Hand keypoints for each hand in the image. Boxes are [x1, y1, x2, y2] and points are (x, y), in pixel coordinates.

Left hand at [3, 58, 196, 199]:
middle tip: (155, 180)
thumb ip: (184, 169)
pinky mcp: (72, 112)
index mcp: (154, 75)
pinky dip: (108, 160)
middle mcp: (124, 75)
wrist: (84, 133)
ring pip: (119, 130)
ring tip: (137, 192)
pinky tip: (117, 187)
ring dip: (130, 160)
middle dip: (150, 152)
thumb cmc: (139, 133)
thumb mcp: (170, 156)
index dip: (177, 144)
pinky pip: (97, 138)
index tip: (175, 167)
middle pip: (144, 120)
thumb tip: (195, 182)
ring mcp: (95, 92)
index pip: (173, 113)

++++

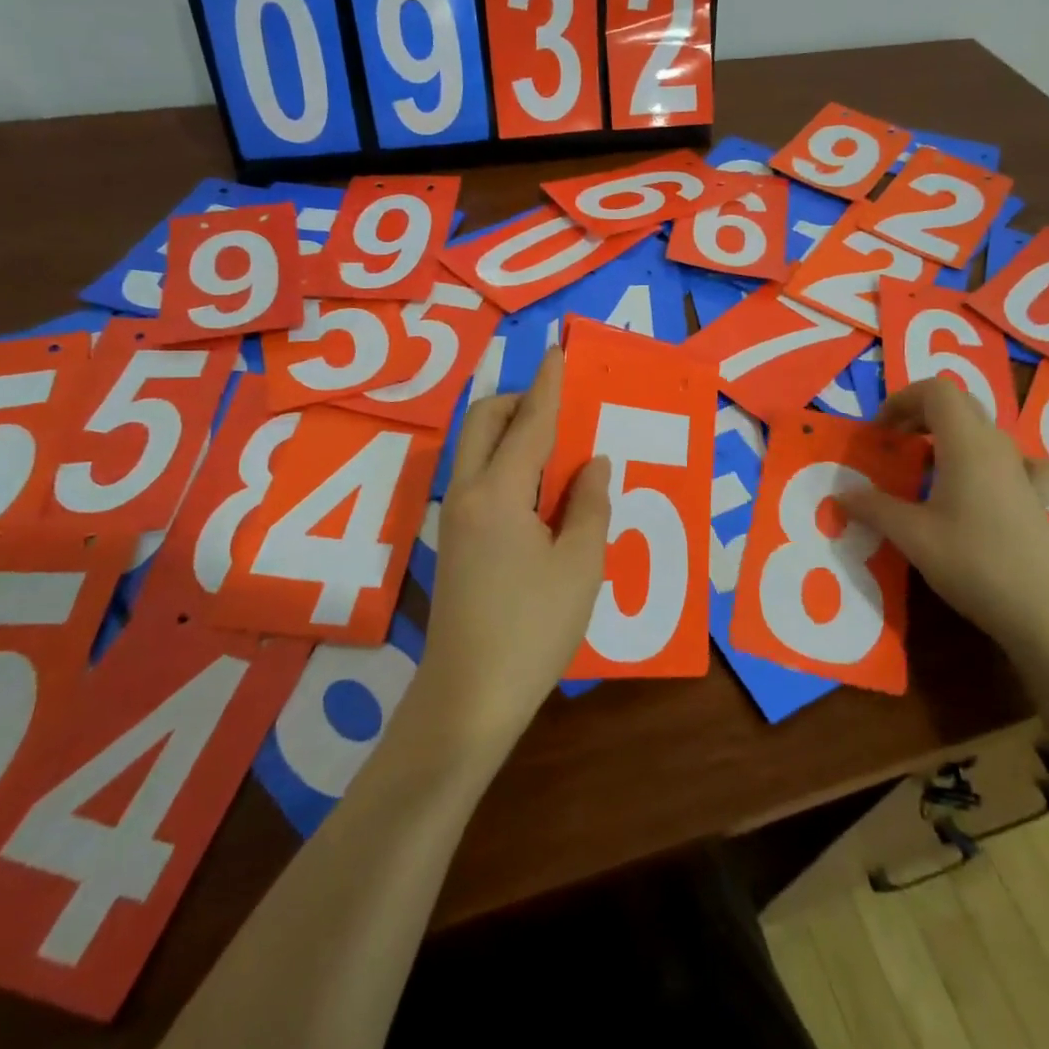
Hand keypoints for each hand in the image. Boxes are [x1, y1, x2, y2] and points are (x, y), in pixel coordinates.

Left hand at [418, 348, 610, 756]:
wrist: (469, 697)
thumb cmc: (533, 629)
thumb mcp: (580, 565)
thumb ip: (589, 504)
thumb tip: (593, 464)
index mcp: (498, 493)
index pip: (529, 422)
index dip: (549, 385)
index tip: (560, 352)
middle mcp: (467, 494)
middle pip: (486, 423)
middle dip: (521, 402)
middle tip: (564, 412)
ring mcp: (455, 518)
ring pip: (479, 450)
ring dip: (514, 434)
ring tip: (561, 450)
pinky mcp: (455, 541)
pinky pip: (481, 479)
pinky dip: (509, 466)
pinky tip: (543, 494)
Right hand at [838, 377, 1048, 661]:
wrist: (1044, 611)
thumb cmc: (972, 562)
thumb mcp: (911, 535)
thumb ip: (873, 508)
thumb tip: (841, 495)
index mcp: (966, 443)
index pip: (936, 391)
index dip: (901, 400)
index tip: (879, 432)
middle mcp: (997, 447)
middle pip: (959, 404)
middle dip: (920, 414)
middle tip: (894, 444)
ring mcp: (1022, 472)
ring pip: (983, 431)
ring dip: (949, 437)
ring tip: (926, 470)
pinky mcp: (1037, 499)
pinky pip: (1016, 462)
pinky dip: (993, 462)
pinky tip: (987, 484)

++++

▸ Your goal: Using only the entries above, output the line with "ring tip: (561, 450)", the line with "pinky tip: (987, 484)", and all lines between them, exactly as they stand.

▸ Your solution:
ring tip: (561, 450)
pinky mcp: (455, 541)
pinky pip: (481, 479)
pinky dip: (509, 466)
pinky tip: (543, 494)
Right hand at [838, 377, 1048, 661]:
wrist: (1044, 611)
thumb cmc: (972, 562)
thumb mcp: (911, 535)
thumb ip: (873, 508)
thumb tip: (841, 495)
index mcp: (966, 443)
index pip: (936, 391)
index dip: (901, 400)
index tip: (879, 432)
middle mcp: (997, 447)
middle pip: (959, 404)
middle dip: (920, 414)
middle tip: (894, 444)
ring mcp: (1022, 472)
ring pip: (983, 431)
ring dip: (949, 437)
ring tip: (926, 470)
pinky mcp: (1037, 499)
pinky pip: (1016, 462)
pinky dip: (993, 462)
pinky tip: (987, 484)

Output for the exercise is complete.